By March of 1804, Martha had grown weary, troubled by untrustworthy hired help, Jonathan’s often alcohol-induced temper, and Ephraim’s imprisonment for debt related to his job as a tax collector. Ulrich gives a more detailed picture of what Ephraim’s imprisonment would have been like, after which Martha describes the difficulties of being a woman on her own. Jonathan and his family move in with her, but due to her strained relationship with Jonathan, and Sally’s insistence on being mistress of the house, the move only adds to Martha’s troubles. In 1806, however, Martha’s neighborhood faces even greater obstacles when they discover that a neighbor, Captain Purrinton, had slaughtered almost his entire family before committing suicide. Ulrich describes the entirety of the case and gives a few theories offered at the time as to Captain Purrinton’s motives. Eight months later, another tragedy hits Martha’s family when the husband of her niece, Betsy Barton, commits suicide.

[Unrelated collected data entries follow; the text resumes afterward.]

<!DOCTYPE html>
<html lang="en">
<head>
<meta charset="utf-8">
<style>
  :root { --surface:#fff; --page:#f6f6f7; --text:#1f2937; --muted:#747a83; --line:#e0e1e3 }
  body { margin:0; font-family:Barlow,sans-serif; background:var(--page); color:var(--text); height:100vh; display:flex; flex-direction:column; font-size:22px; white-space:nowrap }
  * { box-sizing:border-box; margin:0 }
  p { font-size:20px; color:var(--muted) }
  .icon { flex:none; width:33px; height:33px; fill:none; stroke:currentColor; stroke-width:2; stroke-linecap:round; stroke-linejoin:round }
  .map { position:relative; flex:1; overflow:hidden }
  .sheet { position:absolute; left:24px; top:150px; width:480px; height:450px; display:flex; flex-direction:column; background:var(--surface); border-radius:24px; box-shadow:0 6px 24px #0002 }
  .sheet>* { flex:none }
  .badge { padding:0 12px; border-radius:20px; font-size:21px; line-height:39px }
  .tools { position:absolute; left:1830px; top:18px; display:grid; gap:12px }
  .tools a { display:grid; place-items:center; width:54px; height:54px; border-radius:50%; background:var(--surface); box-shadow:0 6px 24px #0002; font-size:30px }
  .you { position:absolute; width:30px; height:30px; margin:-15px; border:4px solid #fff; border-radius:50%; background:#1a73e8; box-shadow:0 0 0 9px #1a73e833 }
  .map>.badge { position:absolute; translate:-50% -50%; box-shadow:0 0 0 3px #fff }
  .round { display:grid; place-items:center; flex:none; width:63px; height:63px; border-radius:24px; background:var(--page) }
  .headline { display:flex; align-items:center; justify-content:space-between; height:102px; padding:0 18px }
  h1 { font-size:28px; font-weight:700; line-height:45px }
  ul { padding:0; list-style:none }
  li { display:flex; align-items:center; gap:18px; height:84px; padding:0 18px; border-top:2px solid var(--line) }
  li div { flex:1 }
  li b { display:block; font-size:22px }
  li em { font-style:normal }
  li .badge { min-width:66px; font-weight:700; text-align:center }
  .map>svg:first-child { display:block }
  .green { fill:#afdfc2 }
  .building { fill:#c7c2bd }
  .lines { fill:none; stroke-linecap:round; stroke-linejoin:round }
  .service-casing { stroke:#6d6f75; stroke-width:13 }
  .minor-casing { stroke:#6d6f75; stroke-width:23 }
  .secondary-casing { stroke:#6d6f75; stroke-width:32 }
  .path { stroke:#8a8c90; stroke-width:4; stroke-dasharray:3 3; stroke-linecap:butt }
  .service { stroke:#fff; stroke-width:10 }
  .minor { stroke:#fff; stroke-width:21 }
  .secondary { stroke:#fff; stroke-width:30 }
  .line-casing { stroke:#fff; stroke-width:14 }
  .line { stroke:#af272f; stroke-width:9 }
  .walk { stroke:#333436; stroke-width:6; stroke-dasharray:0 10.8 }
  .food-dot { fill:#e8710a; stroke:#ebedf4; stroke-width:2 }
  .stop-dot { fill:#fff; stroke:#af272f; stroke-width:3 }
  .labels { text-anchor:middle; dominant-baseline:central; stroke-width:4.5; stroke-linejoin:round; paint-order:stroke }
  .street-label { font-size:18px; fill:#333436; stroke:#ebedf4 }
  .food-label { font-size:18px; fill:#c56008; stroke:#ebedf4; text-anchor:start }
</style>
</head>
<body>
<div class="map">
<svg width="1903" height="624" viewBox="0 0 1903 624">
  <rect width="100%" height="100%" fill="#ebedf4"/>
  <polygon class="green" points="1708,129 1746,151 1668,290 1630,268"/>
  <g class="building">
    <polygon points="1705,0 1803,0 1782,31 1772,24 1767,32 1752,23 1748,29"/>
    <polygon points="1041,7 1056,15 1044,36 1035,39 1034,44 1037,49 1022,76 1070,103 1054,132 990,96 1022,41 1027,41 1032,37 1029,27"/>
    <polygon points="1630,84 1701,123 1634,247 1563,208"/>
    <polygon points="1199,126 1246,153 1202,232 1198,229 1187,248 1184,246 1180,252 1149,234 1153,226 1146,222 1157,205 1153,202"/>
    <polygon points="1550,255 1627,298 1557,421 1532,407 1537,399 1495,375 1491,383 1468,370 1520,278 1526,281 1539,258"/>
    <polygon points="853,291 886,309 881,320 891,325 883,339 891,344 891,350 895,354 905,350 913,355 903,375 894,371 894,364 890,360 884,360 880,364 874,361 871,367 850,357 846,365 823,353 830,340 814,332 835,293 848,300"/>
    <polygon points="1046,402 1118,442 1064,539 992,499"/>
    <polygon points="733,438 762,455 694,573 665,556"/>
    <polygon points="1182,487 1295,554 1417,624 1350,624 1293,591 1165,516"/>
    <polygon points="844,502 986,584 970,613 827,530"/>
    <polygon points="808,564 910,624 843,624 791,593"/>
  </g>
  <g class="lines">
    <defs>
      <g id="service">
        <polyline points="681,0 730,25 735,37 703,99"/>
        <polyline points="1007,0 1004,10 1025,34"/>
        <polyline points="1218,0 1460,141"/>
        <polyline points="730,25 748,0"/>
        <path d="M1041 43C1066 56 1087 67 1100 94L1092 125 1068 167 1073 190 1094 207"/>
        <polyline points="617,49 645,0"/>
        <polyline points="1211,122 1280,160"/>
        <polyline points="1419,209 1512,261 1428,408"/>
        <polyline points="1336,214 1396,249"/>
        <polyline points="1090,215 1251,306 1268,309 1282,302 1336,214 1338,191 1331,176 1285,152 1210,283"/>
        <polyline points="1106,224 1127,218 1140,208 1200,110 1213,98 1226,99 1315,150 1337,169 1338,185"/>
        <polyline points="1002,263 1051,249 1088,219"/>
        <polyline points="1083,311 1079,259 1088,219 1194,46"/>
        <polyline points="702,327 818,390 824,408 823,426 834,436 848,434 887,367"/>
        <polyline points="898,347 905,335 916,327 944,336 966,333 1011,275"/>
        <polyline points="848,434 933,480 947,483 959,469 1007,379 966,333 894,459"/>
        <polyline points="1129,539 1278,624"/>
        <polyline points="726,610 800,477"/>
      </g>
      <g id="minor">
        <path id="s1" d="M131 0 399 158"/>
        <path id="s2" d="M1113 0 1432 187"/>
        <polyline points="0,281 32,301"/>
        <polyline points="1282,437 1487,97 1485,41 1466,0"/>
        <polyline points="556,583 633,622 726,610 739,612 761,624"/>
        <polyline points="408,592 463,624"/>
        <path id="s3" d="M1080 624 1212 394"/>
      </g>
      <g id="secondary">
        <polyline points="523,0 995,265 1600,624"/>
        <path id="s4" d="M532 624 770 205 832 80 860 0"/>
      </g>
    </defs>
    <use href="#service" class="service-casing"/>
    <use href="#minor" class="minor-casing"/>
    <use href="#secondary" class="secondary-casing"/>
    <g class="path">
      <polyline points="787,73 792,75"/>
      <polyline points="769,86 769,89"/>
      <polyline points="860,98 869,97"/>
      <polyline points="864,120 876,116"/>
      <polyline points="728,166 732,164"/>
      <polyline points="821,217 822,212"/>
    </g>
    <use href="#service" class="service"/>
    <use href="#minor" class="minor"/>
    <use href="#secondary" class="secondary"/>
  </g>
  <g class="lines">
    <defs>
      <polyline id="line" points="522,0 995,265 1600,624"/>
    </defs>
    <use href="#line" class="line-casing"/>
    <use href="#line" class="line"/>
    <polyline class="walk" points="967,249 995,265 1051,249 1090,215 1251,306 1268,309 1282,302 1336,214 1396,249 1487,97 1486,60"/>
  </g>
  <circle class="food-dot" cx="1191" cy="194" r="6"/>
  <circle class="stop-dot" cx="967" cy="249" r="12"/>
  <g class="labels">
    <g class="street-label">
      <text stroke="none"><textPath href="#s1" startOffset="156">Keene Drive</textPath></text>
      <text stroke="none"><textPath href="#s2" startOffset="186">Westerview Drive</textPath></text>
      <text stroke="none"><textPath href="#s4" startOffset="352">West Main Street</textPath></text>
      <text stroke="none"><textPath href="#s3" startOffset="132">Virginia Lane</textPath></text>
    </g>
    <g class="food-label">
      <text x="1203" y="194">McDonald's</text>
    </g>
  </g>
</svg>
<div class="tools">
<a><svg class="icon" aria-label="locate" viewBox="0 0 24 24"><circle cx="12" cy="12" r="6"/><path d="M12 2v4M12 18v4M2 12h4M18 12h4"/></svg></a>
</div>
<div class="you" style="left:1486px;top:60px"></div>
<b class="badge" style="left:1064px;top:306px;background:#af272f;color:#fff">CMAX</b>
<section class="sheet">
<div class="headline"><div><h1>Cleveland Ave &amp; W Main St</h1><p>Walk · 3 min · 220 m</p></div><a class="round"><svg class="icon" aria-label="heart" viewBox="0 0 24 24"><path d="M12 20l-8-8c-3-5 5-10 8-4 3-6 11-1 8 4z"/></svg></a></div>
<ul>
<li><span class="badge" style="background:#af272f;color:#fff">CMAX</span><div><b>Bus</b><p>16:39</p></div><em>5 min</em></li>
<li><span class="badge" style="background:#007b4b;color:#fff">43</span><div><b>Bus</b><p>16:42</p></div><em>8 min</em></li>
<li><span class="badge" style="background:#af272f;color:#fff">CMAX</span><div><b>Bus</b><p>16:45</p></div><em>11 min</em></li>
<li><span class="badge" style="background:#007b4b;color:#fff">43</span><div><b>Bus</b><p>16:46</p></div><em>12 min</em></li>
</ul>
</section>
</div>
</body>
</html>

By May of 1809, Martha’s focus is mainly on her garden, the preparation that went into it, and what happened to the produce that came from it. Grandchildren are now old enough to help her with the housework, and the number of deliveries she attends has increased dramatically. Ulrich offers details on gardens of the time period but also describes the larger political turmoil of the area that is only offered in brief, family-related details in Martha’s diary. Martha attends several deliveries early in 1812, but the stress makes her ill, and her last entry describes the family and preacher gathering at her house on May 7. She dies a few weeks later. The diary is passed down through Dolly’s descendents until it reaches Martha’s great-great-granddaughter, Mary Hobart, one of the country’s early female physicians. Mary treasures the diary but gives it to the Maine State Library in 1930 so that it might be more accessible to historians.